DIRECTIONS:
The records below should be copied in full, exactly as shown.

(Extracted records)
****************************************

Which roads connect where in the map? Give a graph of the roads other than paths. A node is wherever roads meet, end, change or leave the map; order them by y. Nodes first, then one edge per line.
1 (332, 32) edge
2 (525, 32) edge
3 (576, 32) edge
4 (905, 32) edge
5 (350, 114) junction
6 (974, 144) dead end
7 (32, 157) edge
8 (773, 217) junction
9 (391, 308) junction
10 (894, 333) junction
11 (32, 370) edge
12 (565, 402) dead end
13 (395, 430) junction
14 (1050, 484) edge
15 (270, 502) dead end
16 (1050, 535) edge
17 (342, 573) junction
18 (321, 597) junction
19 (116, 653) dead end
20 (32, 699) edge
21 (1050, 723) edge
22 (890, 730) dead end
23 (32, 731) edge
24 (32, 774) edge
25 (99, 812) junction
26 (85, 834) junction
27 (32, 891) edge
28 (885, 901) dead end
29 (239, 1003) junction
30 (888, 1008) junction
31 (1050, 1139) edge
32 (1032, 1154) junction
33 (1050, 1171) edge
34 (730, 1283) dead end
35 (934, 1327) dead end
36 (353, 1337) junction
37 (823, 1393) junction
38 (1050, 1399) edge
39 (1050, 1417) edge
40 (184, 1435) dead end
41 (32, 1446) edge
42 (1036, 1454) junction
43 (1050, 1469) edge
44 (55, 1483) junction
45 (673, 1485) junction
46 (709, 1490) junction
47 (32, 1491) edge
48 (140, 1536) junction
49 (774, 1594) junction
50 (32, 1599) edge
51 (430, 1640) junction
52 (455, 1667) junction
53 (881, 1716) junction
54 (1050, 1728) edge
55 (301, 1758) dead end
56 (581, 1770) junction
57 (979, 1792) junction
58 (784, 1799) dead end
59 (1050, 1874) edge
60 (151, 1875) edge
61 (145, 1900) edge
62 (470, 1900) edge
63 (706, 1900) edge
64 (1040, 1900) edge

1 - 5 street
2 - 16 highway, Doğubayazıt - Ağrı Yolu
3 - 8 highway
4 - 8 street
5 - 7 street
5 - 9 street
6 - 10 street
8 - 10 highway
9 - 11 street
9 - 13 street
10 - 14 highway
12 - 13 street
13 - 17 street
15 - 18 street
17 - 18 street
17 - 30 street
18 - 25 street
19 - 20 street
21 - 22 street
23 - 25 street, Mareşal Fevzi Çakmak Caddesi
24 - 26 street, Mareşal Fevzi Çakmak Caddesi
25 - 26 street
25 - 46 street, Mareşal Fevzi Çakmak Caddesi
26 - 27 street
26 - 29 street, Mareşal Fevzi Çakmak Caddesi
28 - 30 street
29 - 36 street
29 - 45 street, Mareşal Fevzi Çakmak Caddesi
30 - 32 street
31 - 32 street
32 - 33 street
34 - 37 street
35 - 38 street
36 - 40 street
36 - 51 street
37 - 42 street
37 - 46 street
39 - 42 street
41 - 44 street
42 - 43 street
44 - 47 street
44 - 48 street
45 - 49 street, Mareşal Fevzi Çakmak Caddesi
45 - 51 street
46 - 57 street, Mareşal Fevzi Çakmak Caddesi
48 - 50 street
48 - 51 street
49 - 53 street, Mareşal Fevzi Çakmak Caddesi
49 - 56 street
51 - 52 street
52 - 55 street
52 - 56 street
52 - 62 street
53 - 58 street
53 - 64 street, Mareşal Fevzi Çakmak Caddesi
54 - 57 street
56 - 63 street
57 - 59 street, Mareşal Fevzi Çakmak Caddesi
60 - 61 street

****************************************

THE COMPLETED TASK:
Which roads connect where in the map? Give a graph of the roads other than paths. A node is wherever roads meet, end, change or leave the map; order them by y. Nodes first, then one edge per line.
1 (332, 32) edge
2 (525, 32) edge
3 (576, 32) edge
4 (905, 32) edge
5 (350, 114) junction
6 (974, 144) dead end
7 (32, 157) edge
8 (773, 217) junction
9 (391, 308) junction
10 (894, 333) junction
11 (32, 370) edge
12 (565, 402) dead end
13 (395, 430) junction
14 (1050, 484) edge
15 (270, 502) dead end
16 (1050, 535) edge
17 (342, 573) junction
18 (321, 597) junction
19 (116, 653) dead end
20 (32, 699) edge
21 (1050, 723) edge
22 (890, 730) dead end
23 (32, 731) edge
24 (32, 774) edge
25 (99, 812) junction
26 (85, 834) junction
27 (32, 891) edge
28 (885, 901) dead end
29 (239, 1003) junction
30 (888, 1008) junction
31 (1050, 1139) edge
32 (1032, 1154) junction
33 (1050, 1171) edge
34 (730, 1283) dead end
35 (934, 1327) dead end
36 (353, 1337) junction
37 (823, 1393) junction
38 (1050, 1399) edge
39 (1050, 1417) edge
40 (184, 1435) dead end
41 (32, 1446) edge
42 (1036, 1454) junction
43 (1050, 1469) edge
44 (55, 1483) junction
45 (673, 1485) junction
46 (709, 1490) junction
47 (32, 1491) edge
48 (140, 1536) junction
49 (774, 1594) junction
50 (32, 1599) edge
51 (430, 1640) junction
52 (455, 1667) junction
53 (881, 1716) junction
54 (1050, 1728) edge
55 (301, 1758) dead end
56 (581, 1770) junction
57 (979, 1792) junction
58 (784, 1799) dead end
59 (1050, 1874) edge
60 (151, 1875) edge
61 (145, 1900) edge
62 (470, 1900) edge
63 (706, 1900) edge
64 (1040, 1900) edge

1 - 5 street
2 - 16 highway, Doğubayazıt - Ağrı Yolu
3 - 8 highway
4 - 8 street
5 - 7 street
5 - 9 street
6 - 10 street
8 - 10 highway
9 - 11 street
9 - 13 street
10 - 14 highway
12 - 13 street
13 - 17 street
15 - 18 street
17 - 18 street
17 - 30 street
18 - 25 street
19 - 20 street
21 - 22 street
23 - 25 street, Mareşal Fevzi Çakmak Caddesi
24 - 26 street, Mareşal Fevzi Çakmak Caddesi
25 - 26 street
25 - 46 street, Mareşal Fevzi Çakmak Caddesi
26 - 27 street
26 - 29 street, Mareşal Fevzi Çakmak Caddesi
28 - 30 street
29 - 36 street
29 - 45 street, Mareşal Fevzi Çakmak Caddesi
30 - 32 street
31 - 32 street
32 - 33 street
34 - 37 street
35 - 38 street
36 - 40 street
36 - 51 street
37 - 42 street
37 - 46 street
39 - 42 street
41 - 44 street
42 - 43 street
44 - 47 street
44 - 48 street
45 - 49 street, Mareşal Fevzi Çakmak Caddesi
45 - 51 street
46 - 57 street, Mareşal Fevzi Çakmak Caddesi
48 - 50 street
48 - 51 street
49 - 53 street, Mareşal Fevzi Çakmak Caddesi
49 - 56 street
51 - 52 street
52 - 55 street
52 - 56 street
52 - 62 street
53 - 58 street
53 - 64 street, Mareşal Fevzi Çakmak Caddesi
54 - 57 street
56 - 63 street
57 - 59 street, Mareşal Fevzi Çakmak Caddesi
60 - 61 street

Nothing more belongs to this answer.